### Saved entries
::::::::::

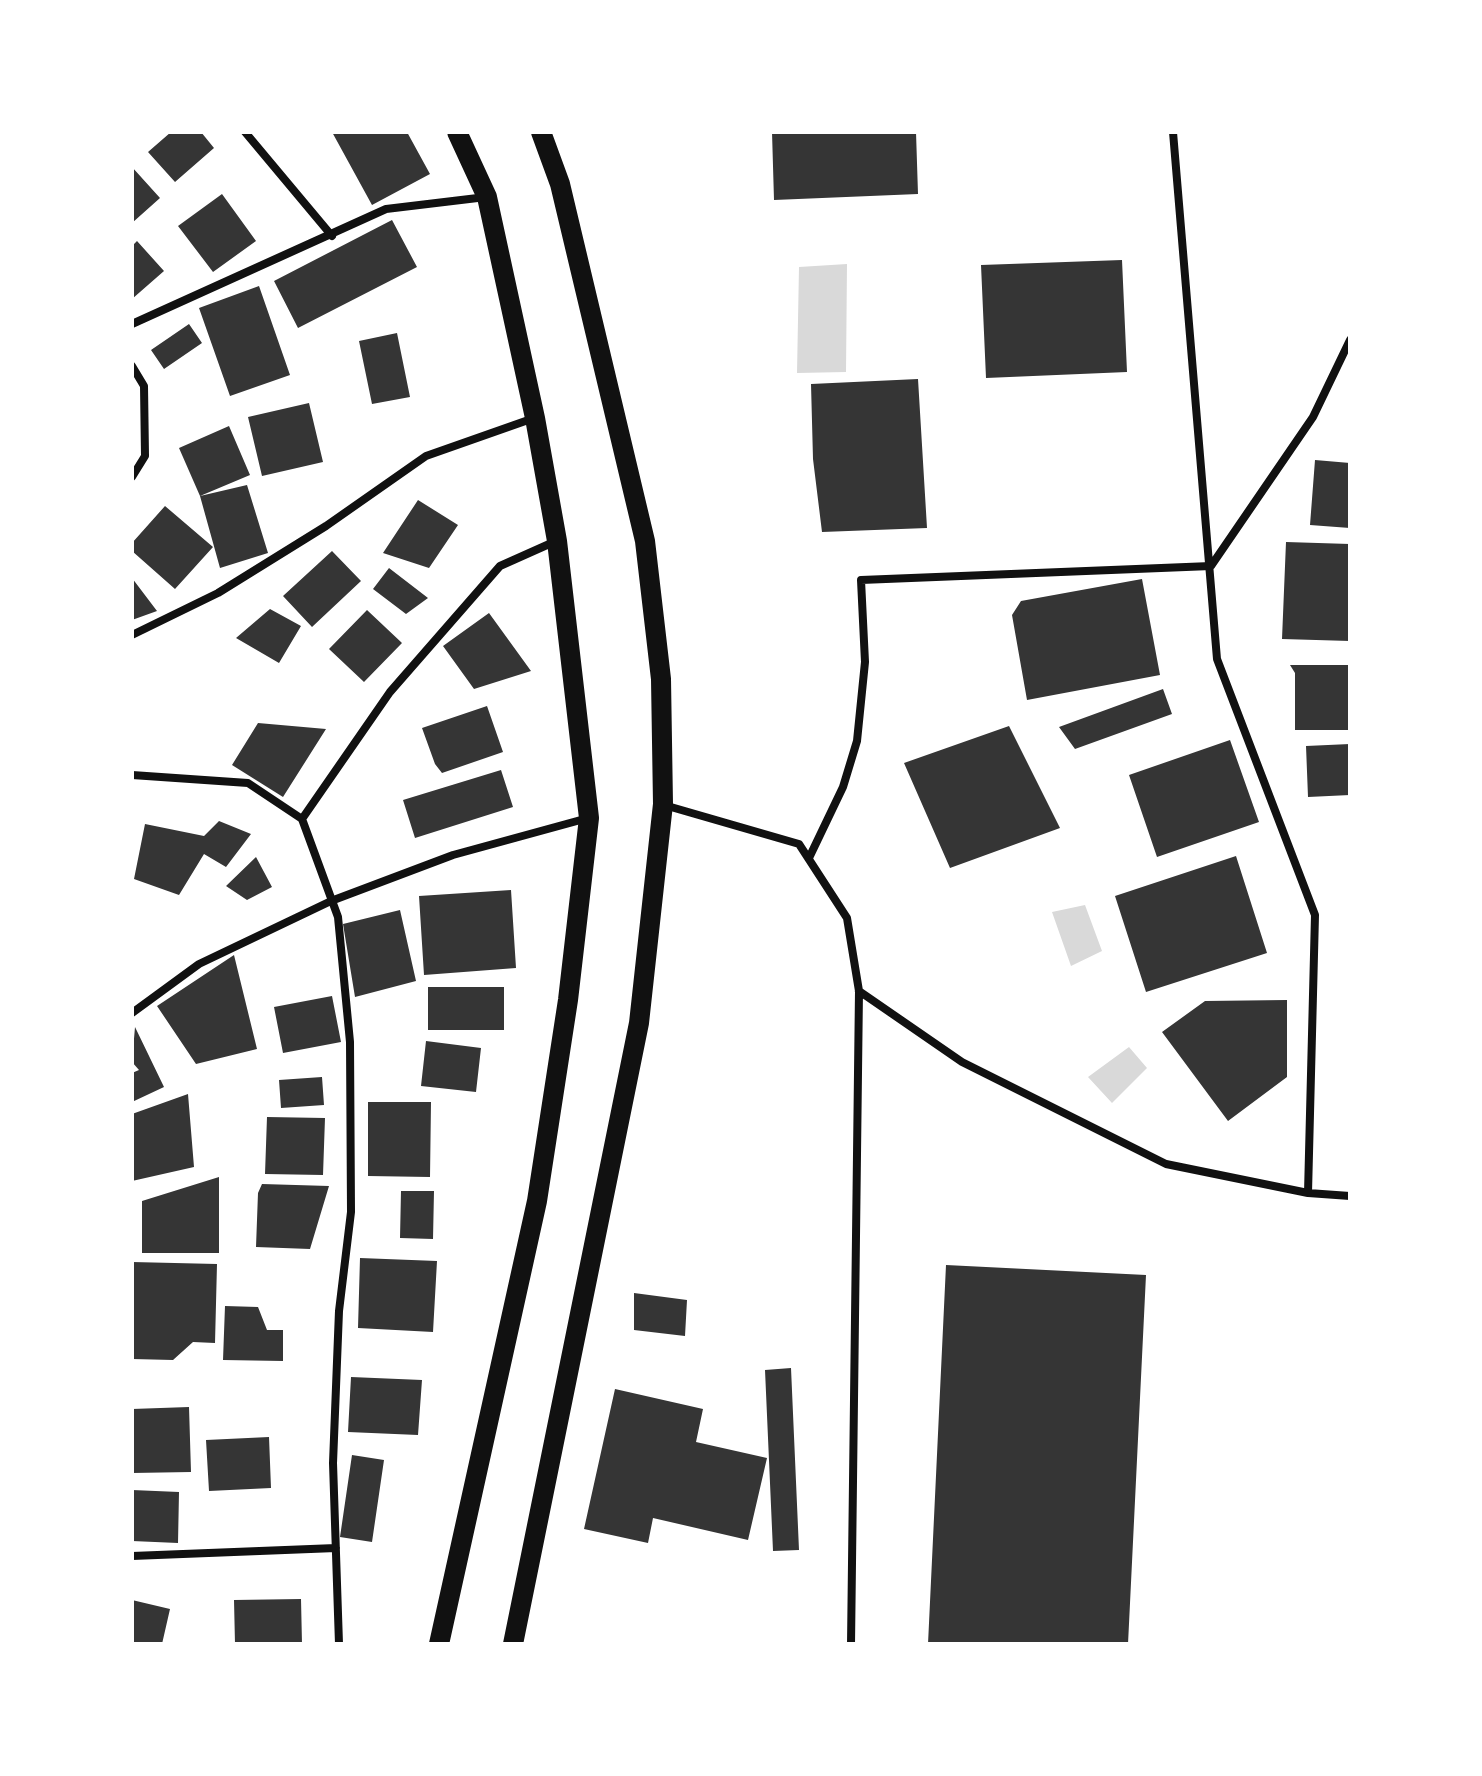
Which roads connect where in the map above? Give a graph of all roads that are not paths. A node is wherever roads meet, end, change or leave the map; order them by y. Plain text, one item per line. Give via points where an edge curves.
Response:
1 (245, 132) edge
2 (457, 132) edge
3 (541, 132) edge
4 (1173, 132) edge
5 (487, 197) junction
6 (332, 236) junction
7 (132, 324) edge
8 (1350, 340) edge
9 (132, 366) edge
10 (535, 418) junction
11 (132, 477) edge
12 (557, 541) junction
13 (1211, 566) junction
14 (132, 635) edge
15 (132, 775) edge
16 (663, 804) junction
17 (589, 818) junction
18 (302, 819) junction
19 (809, 858) junction
20 (331, 901) junction
21 (859, 991) junction
22 (132, 1013) edge
23 (1308, 1193) junction
24 (1350, 1196) edge
25 (336, 1548) junction
26 (132, 1556) edge
27 (339, 1644) edge
28 (439, 1644) edge
29 (513, 1644) edge
30 (851, 1644) edge

1 - 6 street
2 - 5 main road
3 - 16 main road via 560,184 645,541 661,679
4 - 13 street
5 - 6 street via 386,209
5 - 10 main road
6 - 7 street
8 - 13 street via 1313,417
9 - 11 street via 144,386 145,456
10 - 12 main road
10 - 14 street via 426,456 218,593
12 - 17 main road
12 - 18 street via 500,566 390,692
13 - 19 street via 861,580 865,662 857,741 843,787
13 - 23 street via 1217,659 1315,915
15 - 18 street via 248,783
16 - 19 street via 799,844
16 - 29 main road via 639,1023
17 - 20 street via 453,855
17 - 28 main road via 537,1201
18 - 20 street
19 - 21 street via 847,918
20 - 22 street via 199,964
20 - 25 street via 338,917 350,1042 351,1135 351,1212 339,1311 333,1463
21 - 23 street via 962,1062 1166,1164
21 - 30 street
23 - 24 street
25 - 26 street
25 - 27 street

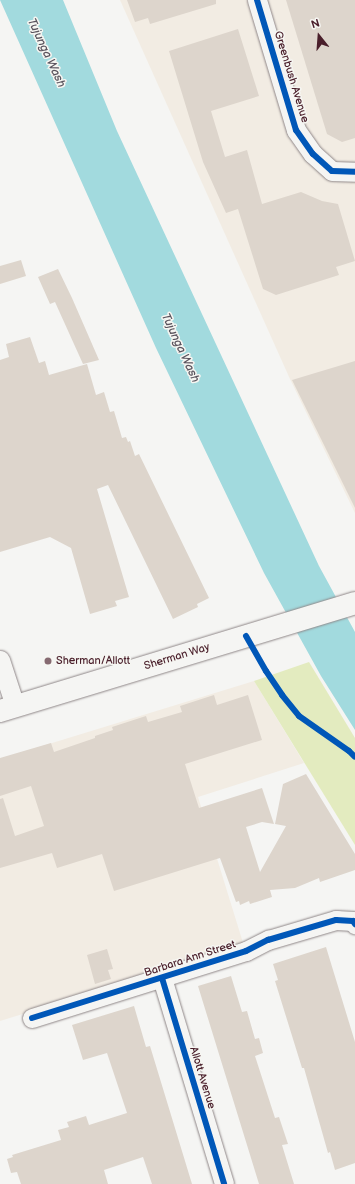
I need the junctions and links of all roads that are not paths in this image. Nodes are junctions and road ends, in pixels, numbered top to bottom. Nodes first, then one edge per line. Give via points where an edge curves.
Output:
1 (258, 0) edge
2 (355, 172) edge
3 (355, 603) edge
4 (0, 660) edge
5 (8, 709) edge
6 (354, 922) edge
7 (162, 978) junction
8 (32, 1018) dead end
9 (224, 1184) edge

1 - 2 street, Greenbush Avenue via 296,130 313,154 332,171
3 - 5 main road, Sherman Way
4 - 5 street
6 - 7 street, Barbara Ann Street via 336,920 268,940 246,951
7 - 8 street, Barbara Ann Street
7 - 9 street, Allott Avenue

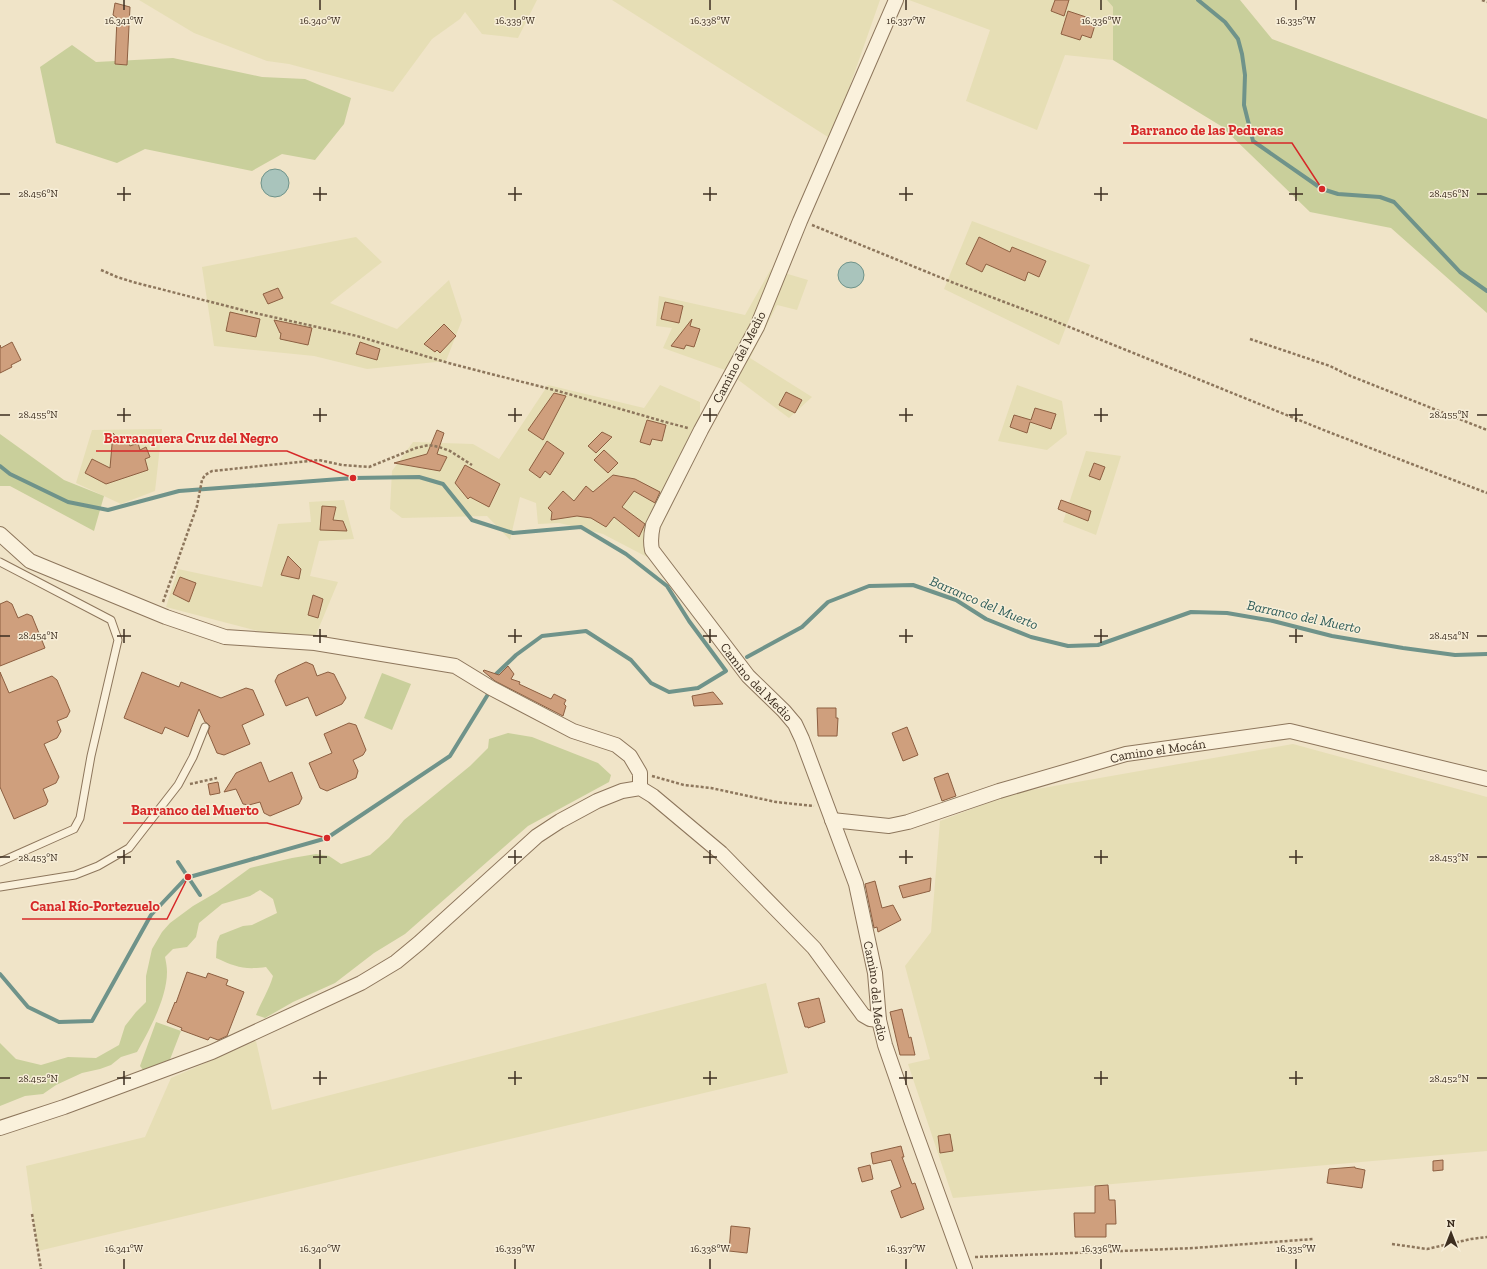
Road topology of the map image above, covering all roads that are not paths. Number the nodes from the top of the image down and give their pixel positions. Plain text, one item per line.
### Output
1 (896, 0) edge
2 (0, 534) edge
3 (0, 562) edge
4 (205, 727) dead end
5 (1487, 779) edge
6 (640, 788) junction
7 (830, 814) junction
8 (0, 862) edge
9 (0, 887) edge
10 (879, 1020) junction
11 (0, 1128) edge
12 (964, 1264) edge

1 - 7 street, Camino del Medio
2 - 6 street
3 - 8 lane
4 - 9 lane
5 - 7 street, Camino el Mocán
6 - 10 street
6 - 11 street
7 - 10 street, Camino del Medio
10 - 12 street, Camino del Medio

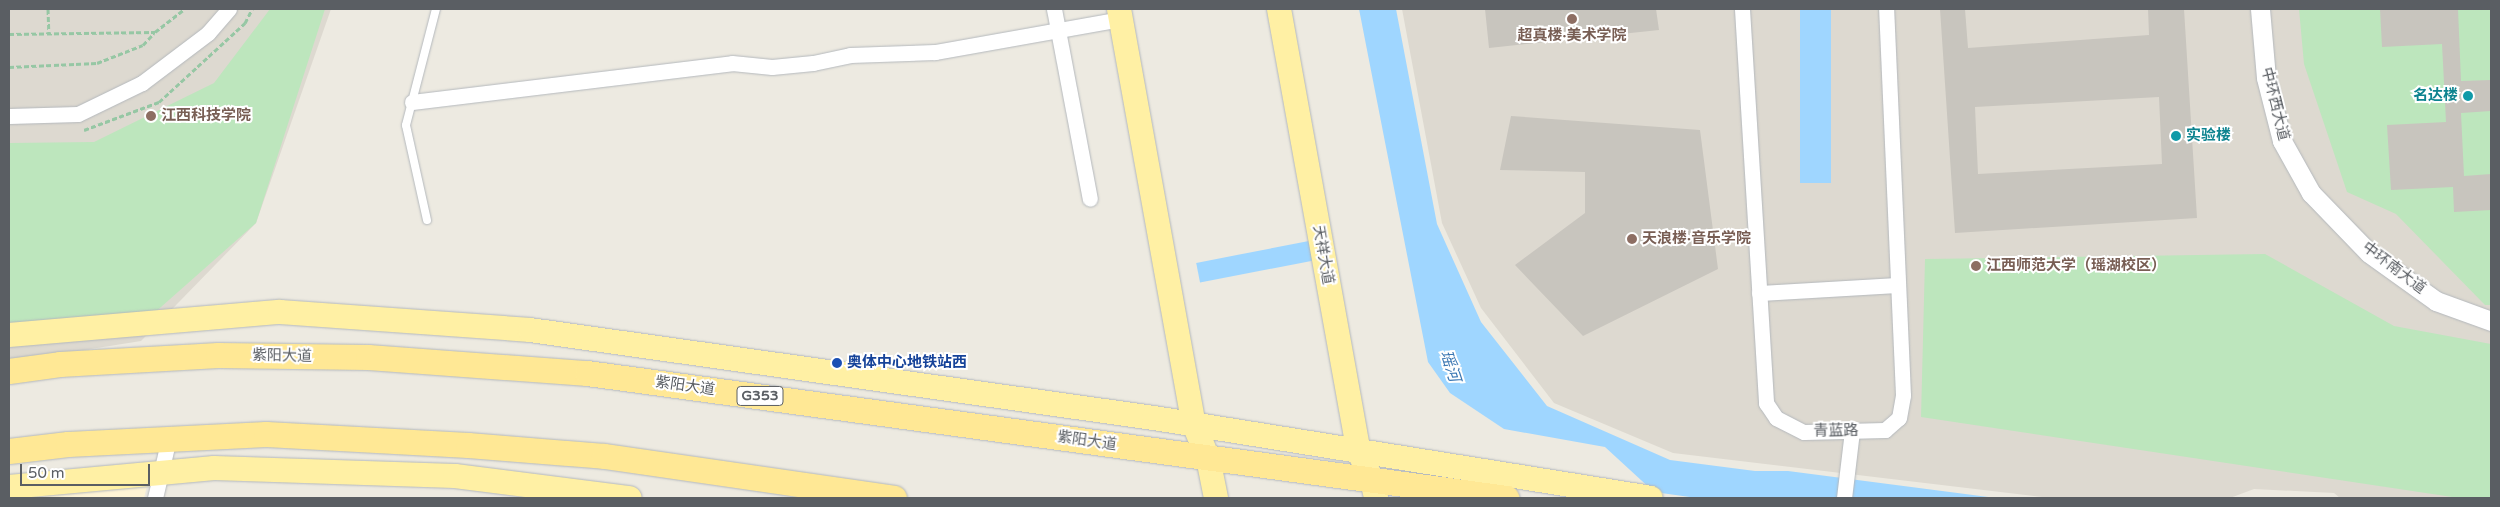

::::::::::

### What to produce
Repeat only the lines between the top of the entries above and the line containing "I need the junctions", both ends included, without the pictures.

### Answer section
Which roads connect where in the map above? Give a graph of all roads that are not paths. A node is wherever roads meet, end, change or leave the map; order them by y. Plain text, one item per line. Give via points where an edge curves.
Response:
1 (245, 132) edge
2 (457, 132) edge
3 (541, 132) edge
4 (1173, 132) edge
5 (487, 197) junction
6 (332, 236) junction
7 (132, 324) edge
8 (1350, 340) edge
9 (132, 366) edge
10 (535, 418) junction
11 (132, 477) edge
12 (557, 541) junction
13 (1211, 566) junction
14 (132, 635) edge
15 (132, 775) edge
16 (663, 804) junction
17 (589, 818) junction
18 (302, 819) junction
19 (809, 858) junction
20 (331, 901) junction
21 (859, 991) junction
22 (132, 1013) edge
23 (1308, 1193) junction
24 (1350, 1196) edge
25 (336, 1548) junction
26 (132, 1556) edge
27 (339, 1644) edge
28 (439, 1644) edge
29 (513, 1644) edge
30 (851, 1644) edge

1 - 6 street
2 - 5 main road
3 - 16 main road via 560,184 645,541 661,679
4 - 13 street
5 - 6 street via 386,209
5 - 10 main road
6 - 7 street
8 - 13 street via 1313,417
9 - 11 street via 144,386 145,456
10 - 12 main road
10 - 14 street via 426,456 218,593
12 - 17 main road
12 - 18 street via 500,566 390,692
13 - 19 street via 861,580 865,662 857,741 843,787
13 - 23 street via 1217,659 1315,915
15 - 18 street via 248,783
16 - 19 street via 799,844
16 - 29 main road via 639,1023
17 - 20 street via 453,855
17 - 28 main road via 537,1201
18 - 20 street
19 - 21 street via 847,918
20 - 22 street via 199,964
20 - 25 street via 338,917 350,1042 351,1135 351,1212 339,1311 333,1463
21 - 23 street via 962,1062 1166,1164
21 - 30 street
23 - 24 street
25 - 26 street
25 - 27 street

I need the junctions and links of all roads that are not paths in this image. Nodes are junctions and road ends, in pixels, numbered top to bottom. Nodes first, then one edge per line. Give via points where an edge curves.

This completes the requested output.